I should hate Black Paradox. It’s a retro pixel art side scrolling shoot ’em up with an insane difficulty level that relies more on luck than skill, and with just one life on offer some plays can last just a minute or two as the enemies overwhelm your Back to the Future inspired DeLorean ship. Despite that I’ve ploughed more hours into this game than anything else this past week, and not just because I have to write a review for it.
With just seven levels to its name, Black Paradox employs a rogue-lite structure; although you will encounter the same enemies each level, they will appear at different stages and in different patterns. You start with a standard forward firing gun and during each level you have the opportunity to defeat an enemy holding a new weapon for you to take. You can carry two weapons at a time and switch between them, but the weapons dropped by the enemy are random and can range from a gun that fires a hail of purple bullets and can wipe out waves of ships at a time, to a shotgun that is nigh on useless as it has a very short range. Get a good weapon during the first level and you’re set for the game, get a rubbish one and you might as well give up there and then.
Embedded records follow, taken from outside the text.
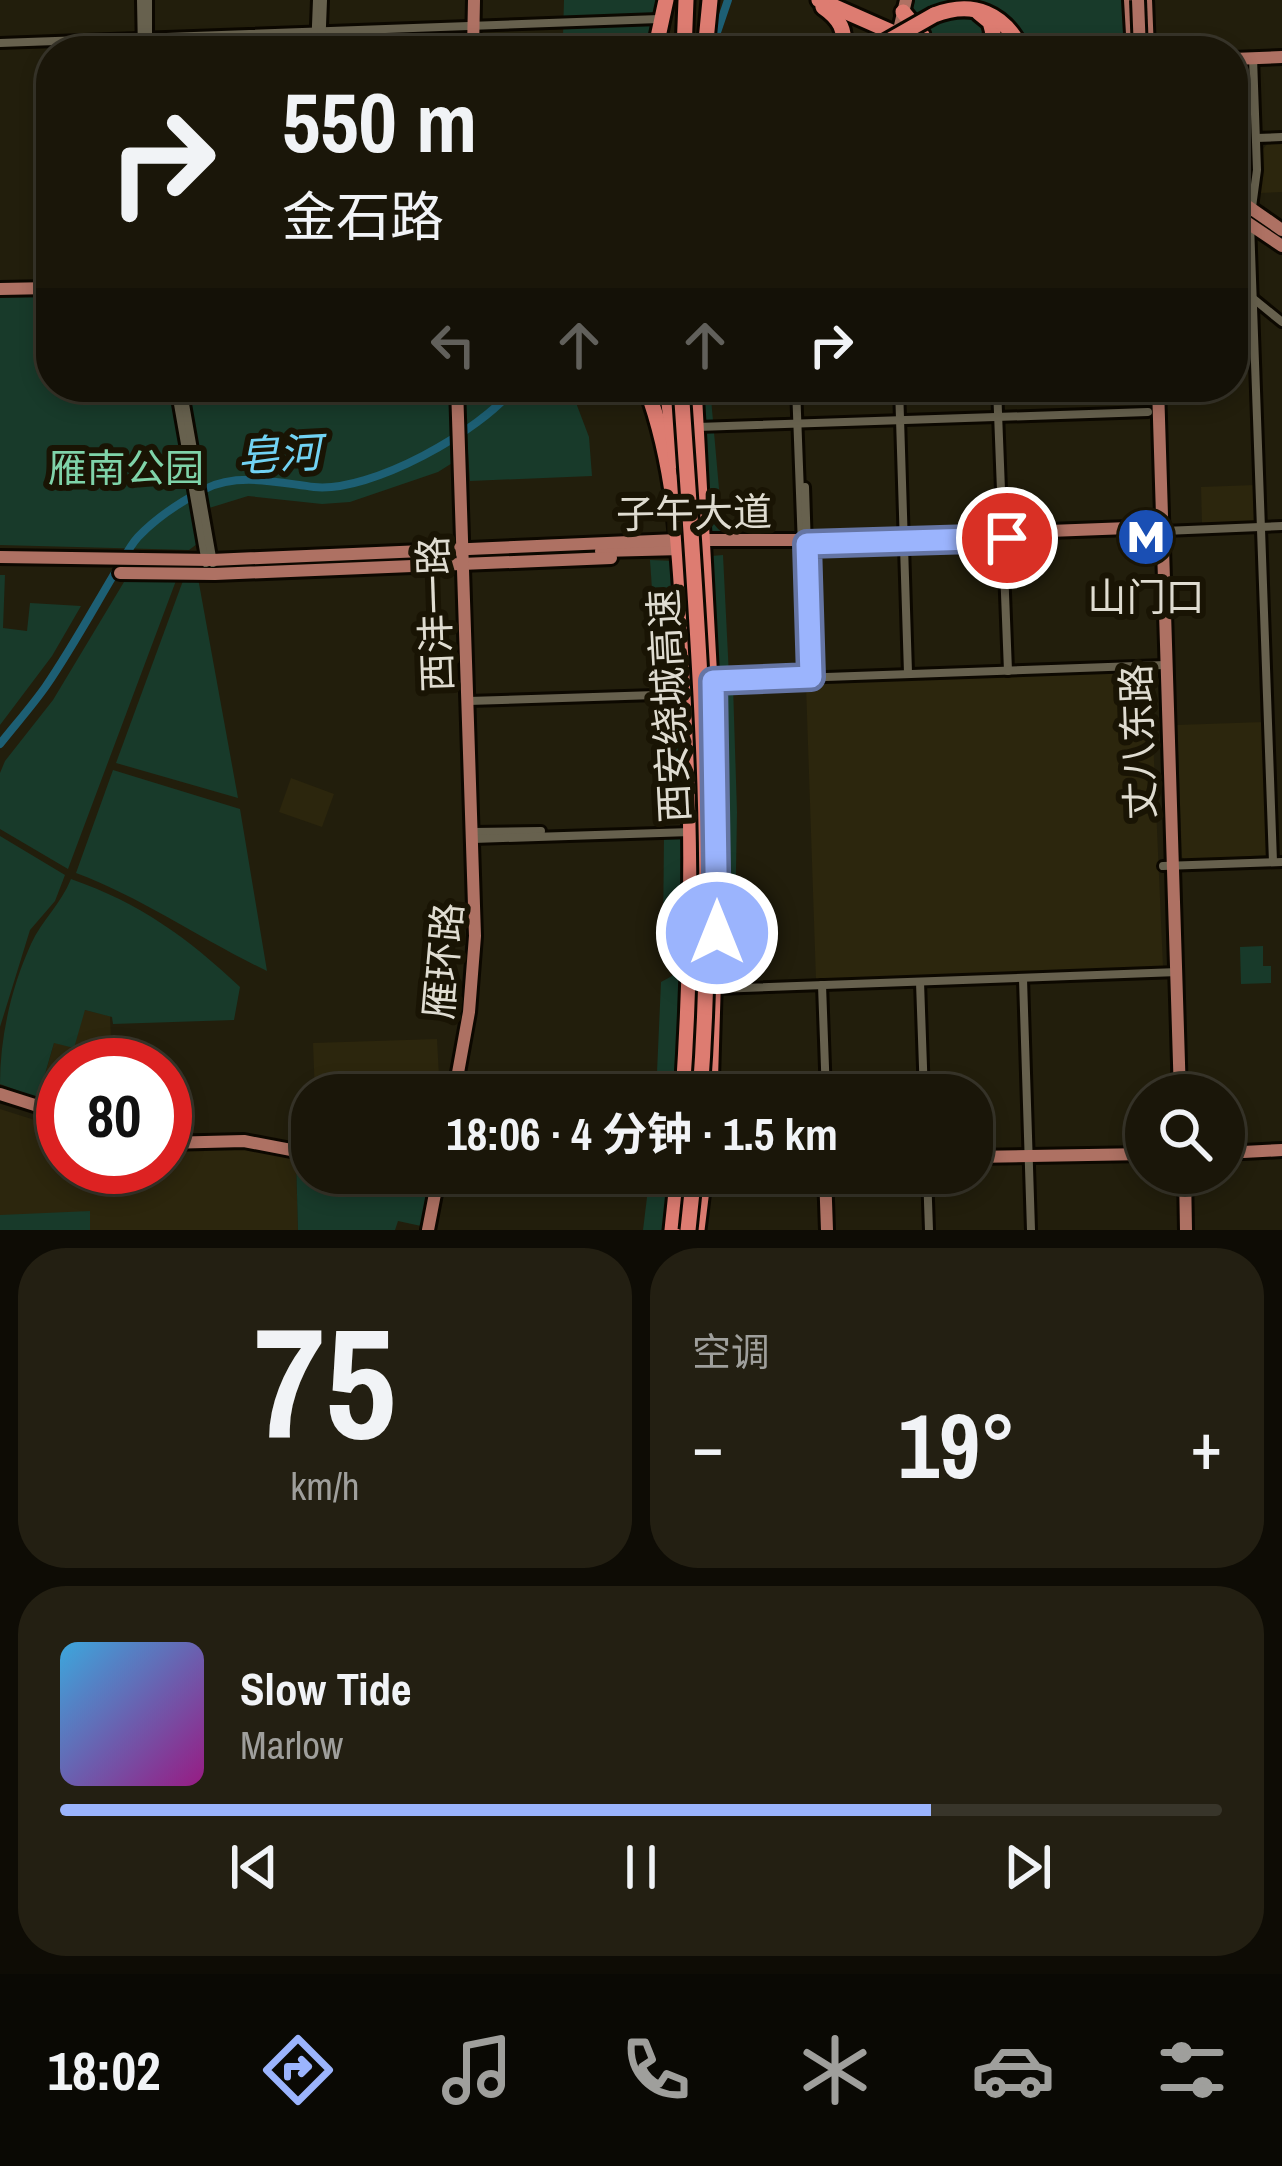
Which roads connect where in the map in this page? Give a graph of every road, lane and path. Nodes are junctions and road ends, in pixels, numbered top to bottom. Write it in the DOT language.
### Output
graph roads {
  1 [pos="145,0"];
  2 [pos="320,0"];
  3 [pos="473,0"];
  4 [pos="664,0"];
  5 [pos="712,0"];
  6 [pos="809,0"];
  7 [pos="819,0"];
  8 [pos="833,0"];
  9 [pos="1140,0"];
  10 [pos="683,5"];
  11 [pos="900,14"];
  12 [pos="935,17"];
  13 [pos="660,22"];
  14 [pos="473,27"];
  15 [pos="319,33"];
  16 [pos="145,36"];
  17 [pos="267,36"];
  18 [pos="319,36"];
  19 [pos="472,36"];
  20 [pos="656,36"];
  21 [pos="683,36"];
  22 [pos="708,36"];
  23 [pos="710,36"];
  24 [pos="843,36"];
  25 [pos="901,36"];
  26 [pos="907,36"];
  27 [pos="925,36"];
  28 [pos="992,36"];
  29 [pos="1014,36"];
  30 [pos="1141,36"];
  31 [pos="0,45"];
  32 [pos="36,45"];
  33 [pos="1282,59"];
  34 [pos="1248,60"];
  35 [pos="1253,60"];
  36 [pos="1282,137"];
  37 [pos="1256,138"];
  38 [pos="1248,206"];
  39 [pos="1251,208"];
  40 [pos="1248,218"];
  41 [pos="1250,224"];
  42 [pos="1282,239"];
  43 [pos="36,285"];
  44 [pos="0,286"];
  45 [pos="1253,299"];
  46 [pos="1282,322"];
  47 [pos="182,402"];
  48 [pos="459,402"];
  49 [pos="650,402"];
  50 [pos="675,402"];
  51 [pos="676,402"];
  52 [pos="695,402"];
  53 [pos="799,402"];
  54 [pos="899,402"];
  55 [pos="1000,402"];
  56 [pos="1154,402"];
  57 [pos="1148,412"];
  58 [pos="1000,416"];
  59 [pos="900,419"];
  60 [pos="800,423"];
  61 [pos="697,427"];
  62 [pos="1282,526"];
  63 [pos="1261,527"];
  64 [pos="1158,530"];
  65 [pos="1005,535"];
  66 [pos="904,539"];
  67 [pos="804,542"];
  68 [pos="704,544"];
  69 [pos="677,545"];
  70 [pos="465,554"];
  71 [pos="0,561"];
  72 [pos="210,564"];
  73 [pos="1163,665"];
  74 [pos="1010,671"];
  75 [pos="908,674"];
  76 [pos="809,678"];
  77 [pos="713,681"];
  78 [pos="687,694"];
  79 [pos="470,700"];
  80 [pos="691,827"];
  81 [pos="718,830"];
  82 [pos="474,835"];
  83 [pos="1277,862"];
  84 [pos="1168,866"];
  85 [pos="1175,972"];
  86 [pos="1021,979"];
  87 [pos="920,982"];
  88 [pos="820,985"];
  89 [pos="688,987"];
  90 [pos="716,988"];
  91 [pos="458,1074"];
  92 [pos="684,1074"];
  93 [pos="697,1074"];
  94 [pos="698,1074"];
  95 [pos="711,1074"];
  96 [pos="823,1074"];
  97 [pos="923,1074"];
  98 [pos="1177,1074"];
  99 [pos="0,1097"];
  100 [pos="36,1108"];
  101 [pos="192,1138"];
  102 [pos="291,1145"];
  103 [pos="1282,1149"];
  104 [pos="1245,1150"];
  105 [pos="1125,1158"];
  106 [pos="1027,1160"];
  107 [pos="993,1161"];
  108 [pos="436,1194"];
  109 [pos="684,1194"];
  110 [pos="697,1194"];
  111 [pos="827,1194"];
  112 [pos="928,1194"];
  113 [pos="1182,1194"];
  114 [pos="431,1230"];
  115 [pos="684,1230"];
  116 [pos="828,1230"];
  117 [pos="929,1230"];
  118 [pos="1029,1230"];
  119 [pos="1183,1230"];
  1 -- 16 [label="street"];
  2 -- 15 [label="street"];
  3 -- 14 [label="main road"];
  4 -- 13 [label="highway"];
  5 -- 22 [label="highway"];
  5 -- 23 [label="main road"];
  6 -- 24 [label="highway"];
  7 -- 26 [label="highway"];
  8 -- 11 [label="highway"];
  9 -- 30 [label="main road, bridge"];
  10 -- 21 [label="highway"];
  11 -- 27 [label="highway"];
  12 -- 25 [label="highway, bridge"];
  12 -- 28 [label="highway"];
  12 -- 29 [label="highway"];
  13 -- 14 [label="street"];
  13 -- 20 [label="highway"];
  14 -- 15 [label="street"];
  14 -- 19 [label="main road"];
  15 -- 17 [label="street"];
  15 -- 18 [label="street"];
  31 -- 32 [label="street"];
  33 -- 35 [label="main road"];
  34 -- 35 [label="main road"];
  35 -- 37 [label="street"];
  36 -- 37 [label="street"];
  37 -- 39 [label="street"];
  38 -- 39 [label="main road"];
  39 -- 42 [label="main road"];
  40 -- 42 [label="main road"];
  41 -- 42 [label="main road"];
  41 -- 45 [label="street"];
  43 -- 44 [label="main road"];
  45 -- 46 [label="street"];
  45 -- 63 [label="street"];
  47 -- 72 [label="street"];
  48 -- 70 [label="main road, 西沣一路"];
  49 -- 69 [label="highway"];
  50 -- 93 [label="highway, 西安绕城高速, bridge"];
  51 -- 94 [label="highway, 西安绕城高速, bridge"];
  52 -- 61 [label="highway"];
  53 -- 60 [label="street"];
  54 -- 59 [label="street"];
  55 -- 58 [label="street"];
  56 -- 64 [label="main road, 丈八东路"];
  57 -- 58 [label="street"];
  58 -- 59 [label="street"];
  58 -- 65 [label="street"];
  59 -- 60 [label="street"];
  59 -- 66 [label="street"];
  60 -- 61 [label="street"];
  60 -- 67 [label="street"];
  61 -- 68 [label="highway"];
  62 -- 63 [label="street"];
  63 -- 64 [label="street"];
  63 -- 83 [label="street"];
  64 -- 65 [label="main road, 子午大道"];
  64 -- 73 [label="main road, 丈八东路"];
  65 -- 66 [label="main road, 子午大道"];
  65 -- 74 [label="street"];
  66 -- 67 [label="main road, 子午大道"];
  66 -- 75 [label="street"];
  67 -- 68 [label="main road, 子午大道"];
  67 -- 76 [label="street"];
  68 -- 69 [label="main road, 子午大道"];
  68 -- 77 [label="highway"];
  69 -- 70 [label="main road"];
  69 -- 70 [label="main road"];
  69 -- 78 [label="highway"];
  70 -- 72 [label="main road"];
  70 -- 72 [label="main road"];
  70 -- 79 [label="main road, 西沣一路"];
  71 -- 72 [label="main road"];
  73 -- 74 [label="street"];
  73 -- 84 [label="main road, 丈八东路"];
  74 -- 75 [label="street"];
  75 -- 76 [label="street"];
  76 -- 77 [label="street"];
  77 -- 81 [label="highway"];
  78 -- 79 [label="street"];
  78 -- 80 [label="highway"];
  79 -- 82 [label="main road, 西沣一路"];
  80 -- 81 [label="street"];
  80 -- 82 [label="street"];
  80 -- 89 [label="highway"];
  81 -- 90 [label="highway"];
  82 -- 91 [label="main road, 雁环路"];
  83 -- 84 [label="street"];
  84 -- 85 [label="main road, 丈八东路"];
  85 -- 86 [label="street"];
  85 -- 98 [label="main road, 丈八东路"];
  86 -- 87 [label="street"];
  86 -- 106 [label="street"];
  87 -- 88 [label="street"];
  87 -- 97 [label="street"];
  88 -- 90 [label="street"];
  88 -- 96 [label="street"];
  89 -- 90 [label="main road"];
  89 -- 92 [label="highway"];
  90 -- 95 [label="highway"];
  99 -- 100 [label="main road"];
  101 -- 102 [label="main road"];
  103 -- 104 [label="main road"];
  105 -- 106 [label="main road"];
  106 -- 107 [label="main road"];
  106 -- 118 [label="street"];
  108 -- 114 [label="main road"];
  109 -- 115 [label="highway, bridge"];
  110 -- 115 [label="highway"];
  111 -- 116 [label="main road"];
  112 -- 117 [label="street"];
  113 -- 119 [label="main road"];
}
There’s nothing particularly new in the weapon design, but many of them have been inspired by classic shooters, my particular favourites being the Boomerang which fires spinning discs that whizz all over the screen and a massive wrecking ball that spins round your ship, much like the one found in ZX Spectrum game Cybernoid.
You also get a super weapon, the titular Black Paradox, an AI controlled ‘dark’ copy of your own ship equipped with a random selection of the weapons on offer. Again, if you get a ship with good weapon and you can make mincemeat of the foes, but get a rubbish flamethrower and you won’t do much damage.
Beat the end of level boss and you will get to choose between two extra power ups – fancy some attack drones? Maybe a little speed stat boost? – and you can uncover secrets like black holes to teleport you all the way to the final boss battle at the end of level seven.
After around a minute and half of dodging bullets and killing enemies in a level, the boss battle will begin. Each has their own attack pattern and since they have a lot of health the only way to beat them is to learn the sequences and ensure you’re not in the firing line. The bosses rain huge hails of bullets so it takes many, many plays to learn how to defeat them, and as you have to wade through the previous levels to get to them, it’s very time consuming.
If you do die – which you will a lot – you lose everything apart from the credits earned during play. These can be used to buy chips, permanent enhancements to your ship, and two extra chip slots up to a maximum of four. It’s here where the game feels rather unfair. Yu get around 200 credits per level from the standard enemies, and 500 bonus credits for beating the first boss, 750 for the second boss, and so on. However, a single chip which gives you a 1% chance of firing a triple shot rather than single shot can set you back thousands of credits, and unlocking the two extra slots costs 30,000 credits. Once you have installed a chip then the next one of offer will be of a slighting higher power level, but at an increased price, so the 2% chance of a triple shot chip costs around a thousand credits more than the 1%.
It’s very mean. A 1% chance of anything is barely worth purchasing, and you only start seeing the benefits of the chips when they are getting near the 10% chance mark, which means playing the same levels over and over and over and over again until you’ve earned tens of thousands of chips. You can bring in a chum along as the game has local two player co-op which does ease the grind somewhat, and also gives you someone to shout at when you fail to beat the boss yet again, but even so.
While the graphics are rather generic 16-bit pixel art, the music is some excellent 80s style synth pop mixed with a more modern pumping dance beat. It’s one of the few shoot ’em ups I haven’t muted the soundtrack and there are plenty of tunes, so you’re not listening to the same thing all the time. That same can’t be said for the sparse sound effects which include the game shouting the name of each boss in a fake ‘Engrish’ accent every time you encounter thm. I could quite happily live the rest of my life without hearing a faux Japanese guy shout “The Insane Brothers!” ever again.